Page 33 of For All Time


  “He didn’t do that to you?”

  “I learned to tell him to stop it.”

  “What did you mean when you said you’d been married in your dress?” She nodded toward the gown hanging on the closet door.

  Toby might tell about her and Graydon, but there was no way she was going to reveal what had happened with Tabitha and Garrett. “It was just pretend,” she said, then was silent as Millie worked with her hair.

  “If I’m understanding you correctly, the brother is now engaged to the woman Prince Graydon was to marry. Doesn’t that leave him free to marry you?”

  Toby took a moment before answering. “If we did, his family would hate me. He has a mother who …” She took a breath. “I spoke to her once, or rather, listened to her. I felt sorry for Graydon. His childhood must have been very lonely with her for a mother. Ow!”

  “Sorry,” Millie said. “Your hair twisted around the comb. Couldn’t you work out something so you two could marry?”

  “That’s what Graydon wants. He wanted us to go to the courthouse and get married today, but I said no. Can you imagine the two of us going to Lanconia and how he’d tell his ferocious mother that he’d married some American nobody? I’d spend my life being snubbed by her.”

  “Your comfort is more important than marrying the man you love?”

  “No,” Toby said. “The problem is that Graydon would be torn in half. How could he focus on helping his country if he were caught in a war between women? And if Lady Danna’s father moves his business out of the country because of me, Lanconians would protest. Graydon couldn’t do his best job under that kind of stress.”

  “How very noble of you,” Millie said.

  Whether it was the words or the way Millie said them, the tears began to come. Millie sat down on the ottoman beside Toby and put her arms around her.

  “I’m not noble. I’d like to spit in the eye of all of them! I’d like to elope with Graydon then stand before that mother of his and dare her to say even one nasty thing to me. But I can’t hurt Graydon. I love him too much to do that to him.”

  Millie held Toby away from her to look into her eyes. “All right! That’s all the time we have for wallowing in self-pity. We need to get your face made up, put your dress on, and hurry to the chapel. Otherwise, we’ll miss Victoria and Caleb’s wedding.”

  “I don’t think I can—”

  Millie stood up, her shoulders back, and she looked down her nose at Toby. “You want the man you love to be a king, so you need to act like a queen. Queens do not allow others to see what they feel inside.”

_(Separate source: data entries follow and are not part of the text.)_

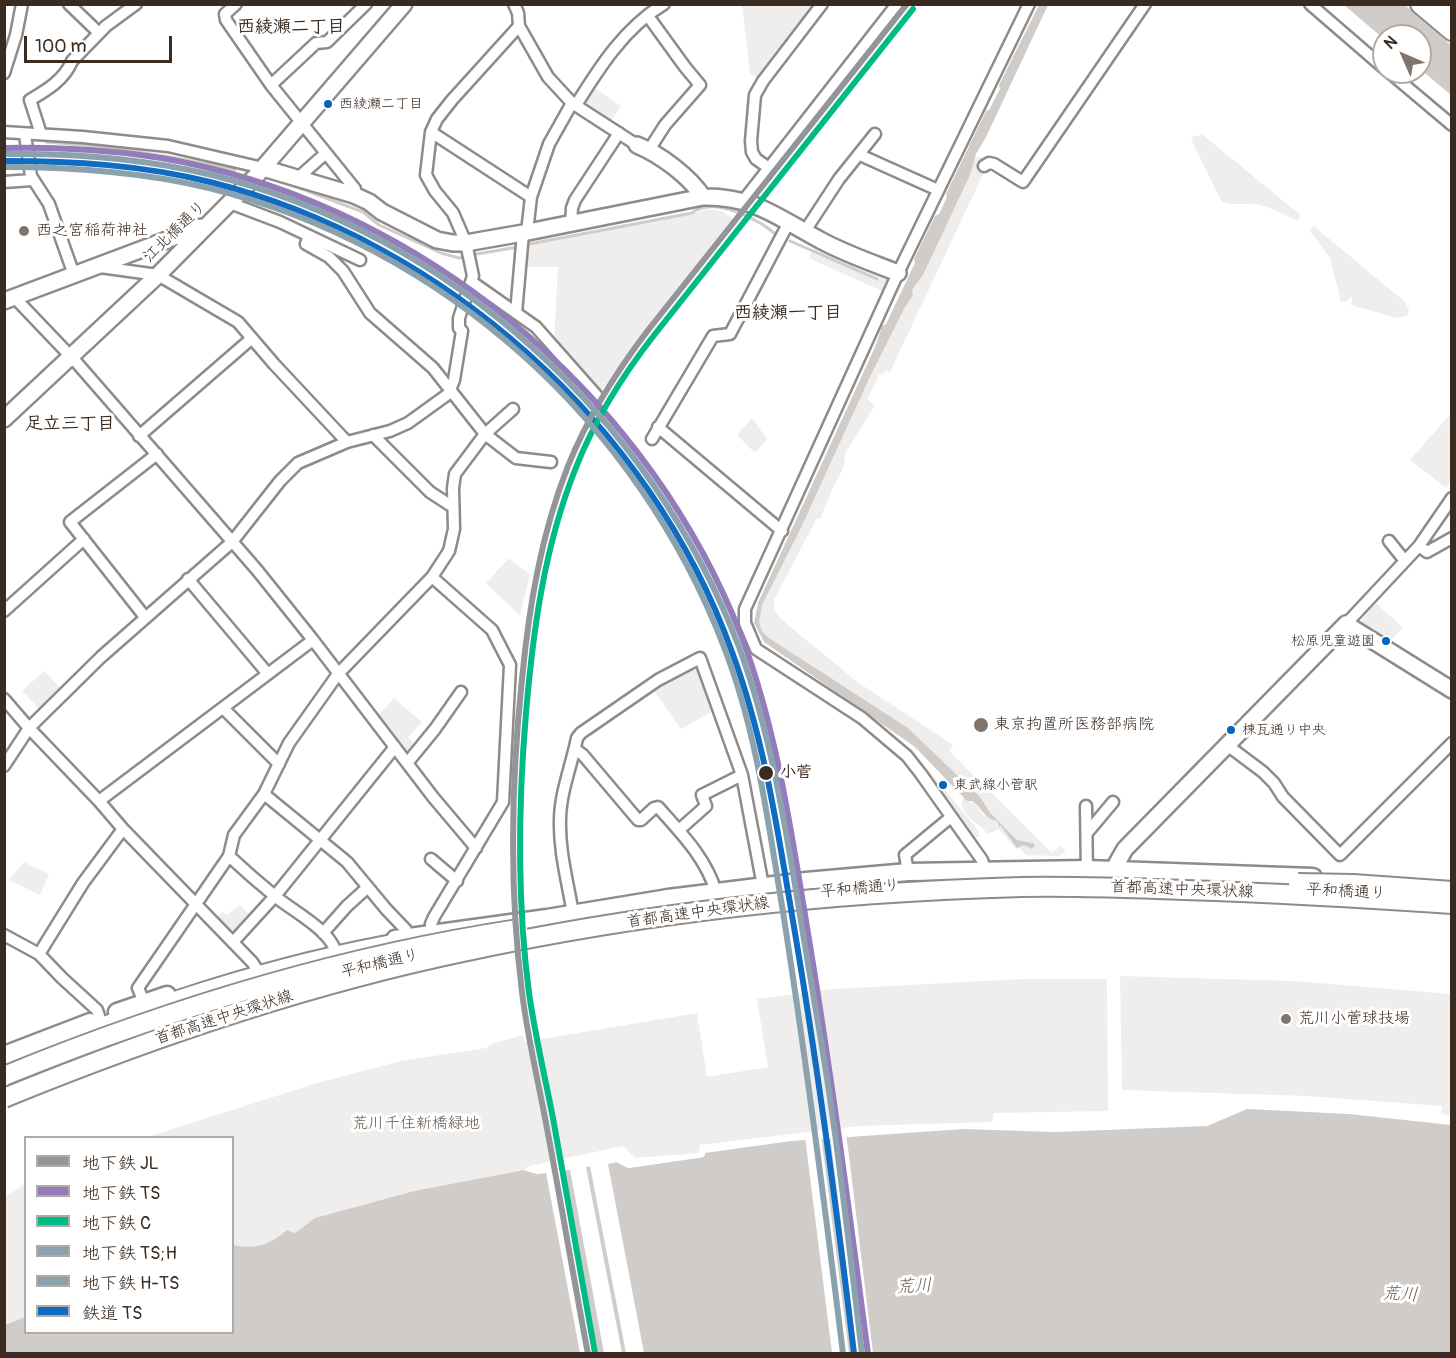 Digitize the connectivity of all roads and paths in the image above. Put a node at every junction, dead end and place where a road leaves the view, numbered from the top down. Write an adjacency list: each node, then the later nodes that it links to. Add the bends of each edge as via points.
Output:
1 (22, 4): 22 (street)
2 (69, 4): 20 (street)
3 (136, 4): 20 (street)
4 (236, 4): 24 (street, via 225,14 226,20)
5 (366, 4): 24 (street, via 327,42 316,44)
6 (404, 4): 26 (street, 江北橋通り)
7 (514, 4): 18 (street)
8 (664, 4): 17 (street)
9 (822, 4): 39 (street, via 755,95 752,152)
10 (897, 4): 39 (street)
11 (1029, 4): 43 (street)
12 (1145, 4): 37 (street, via 1023,182 994,164)
13 (1310, 4): 21 (street)
14 (1420, 4): 19 (highway)
15 (1440, 4): 16 (highway)
16 (1452, 14)
17 (648, 16): 25 (street, via 605,58); 34 (street, via 700,86)
18 (519, 26): 25 (street, via 548,77); 29 (street, via 452,100)
19 (1452, 31)
20 (99, 33): 31 (street, via 55,84 30,100)
21 (1372, 58)
22 (4, 73)
23 (1403, 84): 27 (street)
24 (271, 85): 26 (street)
25 (574, 104): 30 (street); 45 (street, via 549,144)
26 (302, 124): 35 (street); 38 (street, 江北橋通り)
27 (1452, 125)
28 (4, 132): 33 (street)
29 (431, 132): 45 (street); 55 (street, via 426,175 453,213)
30 (619, 133): 34 (street); 51 (street, via 575,200)
31 (41, 134): 33 (street); 38 (street, via 168,146)
32 (875, 134): 36 (street)
33 (25, 135): 41 (street)
34 (643, 147): 46 (street, via 689,181)
35 (326, 153): 40 (street); 44 (street, via 356,189)
36 (860, 155): 43 (street); 52 (street)
37 (984, 166)
38 (263, 168): 40 (street); 48 (street, 江北橋通り)
39 (769, 168): 47 (street)
40 (299, 177): 44 (street)
41 (32, 180): 42 (street); 59 (street, via 49,204)
42 (4, 182)
43 (938, 190): 58 (street)
44 (354, 195): 55 (street, via 437,240)
45 (531, 197): 53 (street)
46 (703, 197): 47 (street); 51 (street)
47 (743, 201): 49 (street)
48 (230, 203): 50 (street, 江北橋通り); 54 (street)
49 (789, 222): 52 (street); 70 (street, via 730,334 713,336)
50 (210, 224): 57 (street); 60 (street, 江北橋通り)
51 (571, 224): 53 (street)
52 (805, 231): 58 (street)
53 (525, 233): 55 (street); 63 (street)
54 (309, 236): 56 (street); 66 (street, via 306,244 329,257 343,271 370,313 433,368)
55 (466, 243): 61 (street)
56 (360, 260)
57 (97, 266): 59 (street); 60 (street)
58 (898, 273): 80 (street)
59 (74, 275): 62 (street)
60 (158, 275): 64 (street, via 238,322); 65 (street, 江北橋通り)
61 (472, 282): 63 (street); 66 (street, via 459,318 462,332)
62 (10, 299): 65 (street)
63 (516, 313): 67 (street, via 536,327)
64 (251, 339): 73 (street); 75 (street)
65 (71, 357): 69 (street, 江北橋通り); 73 (street)
66 (451, 391): 71 (street); 72 (street, via 408,423)
67 (597, 396)
68 (513, 409): 71 (street)
69 (4, 419)
70 (658, 427): 74 (street); 80 (street)
71 (485, 434): 77 (street, via 516,458); 79 (street, via 455,474)
72 (373, 435): 75 (street); 79 (street, via 430,492)
73 (140, 436): 76 (street)
74 (652, 439)
75 (346, 442): 84 (street, via 298,463)
76 (157, 454): 82 (street, via 70,522); 84 (street)
77 (551, 462)
78 (1452, 498): 85 (street)
79 (453, 507): 87 (street, via 454,530 449,550)
80 (782, 531): 112 (street, via 745,609 753,646 883,735 913,763)
81 (1452, 538): 85 (street, via 1427,552)
82 (84, 539): 89 (street); 90 (street)
83 (1389, 541): 86 (street)
84 (232, 542): 88 (street); 92 (street)
85 (1419, 546): 86 (street)
86 (1406, 561): 91 (street)
87 (432, 577): 94 (street); 117 (street, via 492,630 510,665 503,802)
88 (188, 579): 90 (street); 93 (street)
89 (4, 611)
90 (146, 617): 99 (street)
91 (1346, 624): 95 (street); 101 (street)
92 (313, 640): 93 (street); 94 (street)
93 (268, 674): 98 (street)
94 (339, 674): 102 (street); 105 (street, via 289,743)
95 (1452, 690)
96 (461, 692): 104 (street)
97 (4, 699): 99 (street)
98 (223, 708): 105 (street); 109 (street)
99 (29, 728): 106 (street); 109 (street)
100 (1452, 743): 101 (street, via 1340,855 1282,797 1263,772)
101 (1227, 745): 123 (street, via 1125,849)
102 (395, 747): 104 (street); 116 (street)
103 (575, 749): 107 (street, via 581,733 658,680 700,658); 114 (street, via 638,820 658,807); 134 (street, via 560,823)
104 (408, 762): 117 (street)
105 (279, 764): 108 (street)
106 (4, 766)
107 (742, 775): 114 (street, via 702,795 706,806); 126 (street)
108 (264, 794): 116 (street); 118 (street, via 234,835)
109 (99, 801): 113 (street)
110 (1113, 802): 115 (street)
111 (1086, 806): 115 (street)
112 (951, 817): 120 (street); 121 (street, via 904,855)
113 (123, 829): 132 (street); 143 (street, via 83,882)
114 (679, 830): 129 (street, via 698,853)
115 (1087, 832): 122 (street)
116 (320, 840): 127 (street, via 347,862); 130 (street)
117 (476, 848): 124 (street)
118 (229, 856): 130 (street); 132 (street)
119 (431, 860): 124 (street)
120 (985, 869): 121 (main road, 平和橋通り); 122 (main road, 平和橋通り)
121 (908, 872): 126 (main road, 平和橋通り)
122 (1087, 874): 123 (main road, 平和橋通り); 145 (main road, 平和橋通り, via 812,893 675,910 389,961)
123 (1116, 875): 125 (main road, 平和橋通り); 131 (main road, 平和橋通り)
124 (457, 880): 136 (street, via 431,924)
125 (1452, 882)
126 (763, 886): 129 (main road, 平和橋通り)
127 (368, 887): 135 (street); 139 (street)
128 (1452, 891): 137 (highway, 首都高速中央環状線, bridge, via 1099,875 931,879 743,894)
129 (716, 892): 134 (main road, 平和橋通り)
130 (274, 896): 135 (street); 140 (street)
131 (1452, 898)
132 (195, 904): 140 (street); 146 (street, via 138,988)
133 (1452, 904): 142 (highway, 首都高速中央環状線, bridge, via 1090,886 918,891 817,898 676,915)
134 (573, 914): 136 (main road, 平和橋通り)
135 (322, 933): 141 (street)
136 (431, 933): 139 (main road, 平和橋通り)
137 (487, 934): 149 (highway, bridge, via 427,937 278,969 141,1012); 150 (highway, 首都高速中央環状線, bridge, via 372,956 211,1000)
138 (4, 935): 143 (street)
139 (407, 936): 141 (main road, 平和橋通り)
140 (233, 942): 144 (street)
141 (335, 950): 144 (main road, 平和橋通り)
142 (461, 952): 151 (highway, bridge, via 370,965 260,994); 152 (highway, 首都高速中央環状線, bridge, via 238,1012)
143 (39, 954): 147 (street, via 97,1010)
144 (256, 968): 146 (main road, 平和橋通り)
145 (251, 997): 151 (main road, 平和橋通り, via 151,1026); 153 (main road, via 170,1028 145,1048)
146 (144, 1002): 147 (main road, 平和橋通り)
147 (100, 1019): 148 (main road, 平和橋通り)
148 (4, 1055)
149 (4, 1066)
150 (4, 1076)
151 (4, 1083)
152 (4, 1098)
153 (4, 1103)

  “Maybe in Lanconia they don’t—”

  “Carpathia!” Millie said in a tone that made Toby stand up.

  “Okay, Your Majesty. My inner queen will now emerge.”

  Millie didn’t smile, but put her hands on Toby’s shoulders and looked her in the eyes.

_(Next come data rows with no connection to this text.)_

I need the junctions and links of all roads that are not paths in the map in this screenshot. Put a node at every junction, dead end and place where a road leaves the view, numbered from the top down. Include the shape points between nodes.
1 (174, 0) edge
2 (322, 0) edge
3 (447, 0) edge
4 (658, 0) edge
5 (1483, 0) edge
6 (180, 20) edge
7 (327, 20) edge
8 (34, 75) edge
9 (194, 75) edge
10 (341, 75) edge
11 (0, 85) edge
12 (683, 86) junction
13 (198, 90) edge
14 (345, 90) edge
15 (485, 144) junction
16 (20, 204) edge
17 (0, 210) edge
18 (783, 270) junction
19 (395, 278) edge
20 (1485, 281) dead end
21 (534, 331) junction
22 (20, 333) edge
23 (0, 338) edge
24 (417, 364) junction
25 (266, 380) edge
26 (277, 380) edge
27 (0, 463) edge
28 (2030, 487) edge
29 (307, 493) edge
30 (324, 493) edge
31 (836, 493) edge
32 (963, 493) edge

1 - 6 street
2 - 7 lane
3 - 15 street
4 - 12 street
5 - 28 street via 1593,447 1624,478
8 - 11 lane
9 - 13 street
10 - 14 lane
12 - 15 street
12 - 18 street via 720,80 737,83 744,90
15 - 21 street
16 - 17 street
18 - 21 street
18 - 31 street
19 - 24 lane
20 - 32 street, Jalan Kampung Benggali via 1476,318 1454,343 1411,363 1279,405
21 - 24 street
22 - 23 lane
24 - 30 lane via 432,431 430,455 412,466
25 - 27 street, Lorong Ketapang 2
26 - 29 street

  “Your prince will probably be there tonight. He’ll have on an eighteenth-century costume and look so handsome you’ll swoon on your feet. If he again asks you to run away with him, will you?”

  “Probably.”

  Millie glared at her.

  “Okay. No to running away, no to a quickie marriage, but yes to a bedtime romp.”

  Millie frowned.

  “That’s the best you’re gonna get.”

  “All right, then,” Millie said. “Just let me know and I’ll stay at Jilly and Ken’s house tonight.”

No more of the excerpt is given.